Thereafter, the Great Master set Donglin Monastery to be his Bodhimanda, to practise and propagate the Dharma, and to write books to establish teachings. With the Great Master’s virtuous reputation, Donglin Monastery became the Buddhist centre of Southern China. Local and foreign monastics and laypeople from far and near all looked upon and respected the Great Master very much.
Even though the Buddhist teachings were continually entering China, they were still not complete. This was why monks who knew Sanskrit kept coming to China to propagate the Dharma. Still, the Great Master felt that the teachings were in lack, and once sent his disciples Fajing, Faling and others to India to retrieve more sutras. Thus attaining many Sanskrit sutras, he set up the Prajna Peak for translating sutras at Mount Lu, becoming the first person in China’s history to privately establish a translation centre (without political assistance). Mount Lu’s Donglin Monastery and Chang’an’s ‘Park Of Freedom From Fetters’, which was Great Master Kumarajiva’s translation centre, became the two greatest Buddhist centres of Southern and Northern China, which corresponded with each other from afar.

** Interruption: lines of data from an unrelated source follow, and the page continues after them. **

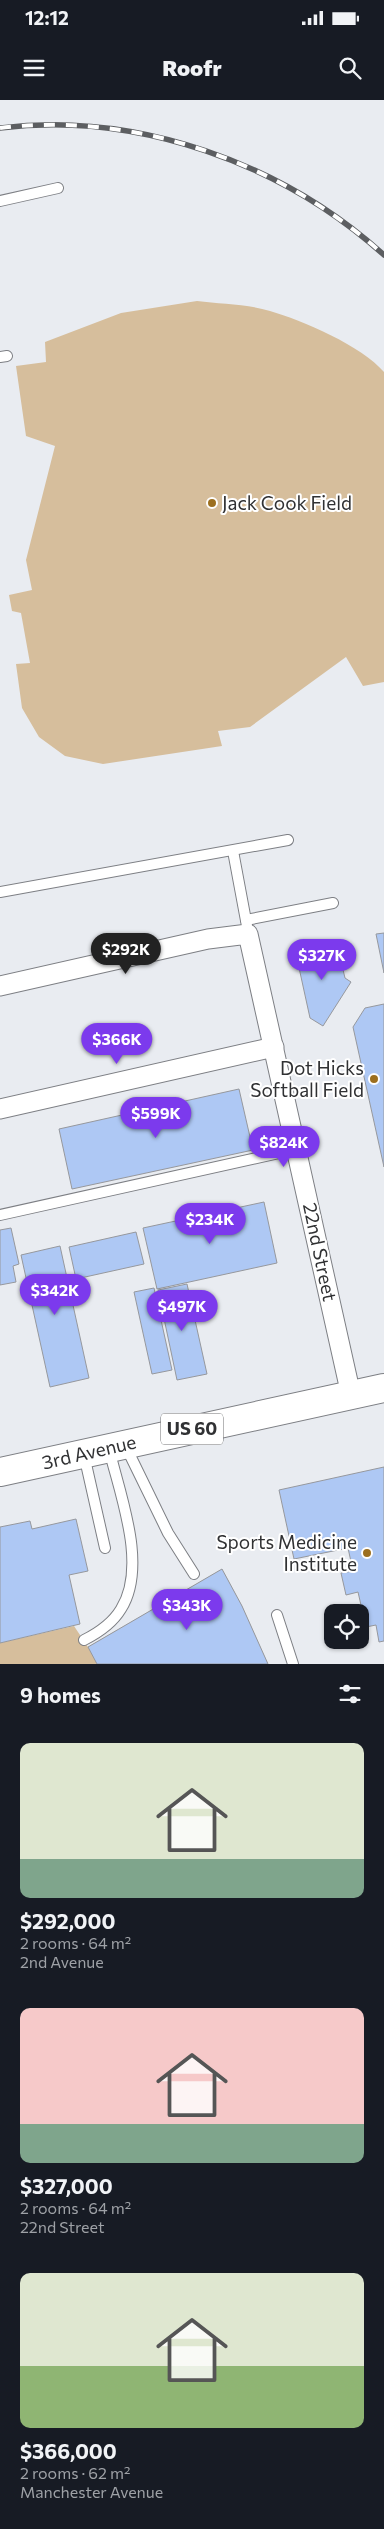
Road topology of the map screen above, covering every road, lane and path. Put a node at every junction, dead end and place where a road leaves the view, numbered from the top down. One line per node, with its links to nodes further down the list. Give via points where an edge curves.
1 (58, 188): 2 (lane)
2 (0, 201)
3 (288, 840): 4 (lane)
4 (233, 851): 5 (lane); 7 (lane)
5 (0, 892)
6 (333, 903): 7 (lane)
7 (247, 927): 8 (street, via 208,939); 9 (street, 22nd Street)
8 (0, 986)
9 (274, 1048): 10 (street); 11 (street, 22nd Street)
10 (0, 1108)
11 (297, 1149): 12 (lane); 14 (street, 22nd Street)
12 (0, 1215)
13 (384, 1388): 14 (main road, 3rd Avenue / US 60)
14 (351, 1395): 15 (main road, 3rd Avenue / US 60)
15 (105, 1449): 16 (main road, 3rd Avenue / US 60); 17 (lane); 18 (lane, via 168,1533); 20 (lane, via 132,1548 131,1580 122,1609 103,1630)
16 (0, 1472)
17 (105, 1548)
18 (194, 1574)
19 (277, 1615): 21 (lane)
20 (84, 1640)
21 (293, 1664)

Great Master Kumarajiva even addressed Great Master Huiyuan as the ‘Eastern Dharma Protector Bodhisattva.’
The Great Master led 123 people in the monastery before the image of Amitabha Buddha, to take the Eight Precepts, and vowed together to be born in the Western Pure Land, thus forming the White Lotus Society, also asking Liu Yiming (who was one of the 123 members) to write the ‘Verses For Giving Rise To Aspiration For Birth In The Western Pure Land’ (which became the manifesto of the White Lotus Society). The Lotus Society cultivated the Samadhi From Mindfulness Of Buddha as its focus, as mainly based upon the Immeasurable Life Sutra’s teaching to ‘give rise to Bodhicitta, and to wholeheartedly focus on mindfulness of Amitabha Buddha (Amituofo).’
Everyone diligently practised during circumambulating, prostrating and being seated, to cultivate Samadhi From Mindfulness Of Buddha, with all experiencing sight of Amitabha Buddha when in concentration. Not only was it one person’s verification, but it was with the verification of the entire Lotus Society, that the 123 were able to, in concentration, dreams, or when approaching the end of life, see Amitabha Buddha and the supreme environment of Pure Land, which were without differences from that recorded in the sutras.

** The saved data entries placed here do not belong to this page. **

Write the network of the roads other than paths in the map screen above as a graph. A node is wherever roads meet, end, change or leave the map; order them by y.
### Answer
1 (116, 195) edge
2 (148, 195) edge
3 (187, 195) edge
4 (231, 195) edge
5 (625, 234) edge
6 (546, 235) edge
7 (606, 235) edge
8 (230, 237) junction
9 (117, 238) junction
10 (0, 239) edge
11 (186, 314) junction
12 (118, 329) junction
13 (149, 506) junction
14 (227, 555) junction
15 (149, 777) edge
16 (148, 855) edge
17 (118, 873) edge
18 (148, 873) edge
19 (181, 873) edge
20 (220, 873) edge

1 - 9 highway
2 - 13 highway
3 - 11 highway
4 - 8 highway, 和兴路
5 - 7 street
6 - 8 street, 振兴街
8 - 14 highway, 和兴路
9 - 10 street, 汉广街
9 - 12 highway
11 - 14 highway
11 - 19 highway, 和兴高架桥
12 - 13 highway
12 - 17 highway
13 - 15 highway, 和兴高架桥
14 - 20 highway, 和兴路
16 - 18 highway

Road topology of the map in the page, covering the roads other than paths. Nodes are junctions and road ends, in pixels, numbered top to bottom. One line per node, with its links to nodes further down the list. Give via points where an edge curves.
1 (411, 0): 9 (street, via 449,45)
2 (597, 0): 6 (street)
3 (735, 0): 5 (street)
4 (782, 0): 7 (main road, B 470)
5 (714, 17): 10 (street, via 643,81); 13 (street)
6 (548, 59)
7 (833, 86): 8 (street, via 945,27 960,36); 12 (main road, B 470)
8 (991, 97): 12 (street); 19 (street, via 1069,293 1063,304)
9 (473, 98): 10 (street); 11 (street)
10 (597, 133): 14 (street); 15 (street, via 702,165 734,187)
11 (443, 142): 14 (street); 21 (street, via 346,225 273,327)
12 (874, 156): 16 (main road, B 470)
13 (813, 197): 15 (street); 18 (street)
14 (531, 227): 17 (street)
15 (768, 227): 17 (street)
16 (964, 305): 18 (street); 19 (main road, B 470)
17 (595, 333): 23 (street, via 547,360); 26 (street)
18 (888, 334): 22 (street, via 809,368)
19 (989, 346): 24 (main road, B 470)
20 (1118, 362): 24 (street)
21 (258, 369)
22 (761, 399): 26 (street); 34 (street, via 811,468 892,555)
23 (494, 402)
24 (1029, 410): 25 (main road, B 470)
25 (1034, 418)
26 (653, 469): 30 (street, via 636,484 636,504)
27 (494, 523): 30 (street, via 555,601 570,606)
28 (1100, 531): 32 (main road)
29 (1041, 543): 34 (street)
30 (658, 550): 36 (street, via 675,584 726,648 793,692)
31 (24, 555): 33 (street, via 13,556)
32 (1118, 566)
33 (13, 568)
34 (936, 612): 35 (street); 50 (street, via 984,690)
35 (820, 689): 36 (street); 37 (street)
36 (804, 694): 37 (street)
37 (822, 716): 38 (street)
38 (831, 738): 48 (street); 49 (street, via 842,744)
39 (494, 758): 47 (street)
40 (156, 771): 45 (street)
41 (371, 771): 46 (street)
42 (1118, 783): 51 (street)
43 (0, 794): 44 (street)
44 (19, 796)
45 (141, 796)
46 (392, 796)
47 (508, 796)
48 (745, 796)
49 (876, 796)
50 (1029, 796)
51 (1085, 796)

According to historical records, the Great Master saw Amitabha Buddha thrice when he was in samadhi. Due to Liu Yiming’s deep roots of wisdom and good cultivation of practice, following the Great Master’s practice of mindfulness of Buddha for only six months, he was able to see Amitabha Buddha within concentration, with the Buddha’s golden light illuminating the ground. With the Great Master’s unique thinking and practice (of setting up a society) for mindfulness of Buddha then in the Buddhist community, this gave rose to great responses, and for the propagation of the Pure Land Tradition, made a very important contribution (in establishing faith in the masses). Mount Lu’s Donglin Monastery also became established as the first patriarchal monastery of the Pure Land Tradition in the Buddhist community. The founder of the monastery, the Great Master Huiyuan, was posthumously conferred the title of the Pure Land Tradition’s First Patriarch.
大师净土思想的产生，亦与当时社会苦难现实的催化有关。从汉末到晋末，政治失轨，从王族贵绅到庶民百姓，无一不处境极危 。加上天灾饥疫，苦难的境遇激发着人们的出离心，这种社会心态恰与净宗求生净土的出世理念耦合，由是，古印度的净土教便在当时的社会文化土壤中找到了生长点。大师融汇老庄与佛教思想， 念佛求生西方净土，一呼百应， 揭开弘传净宗的序幕。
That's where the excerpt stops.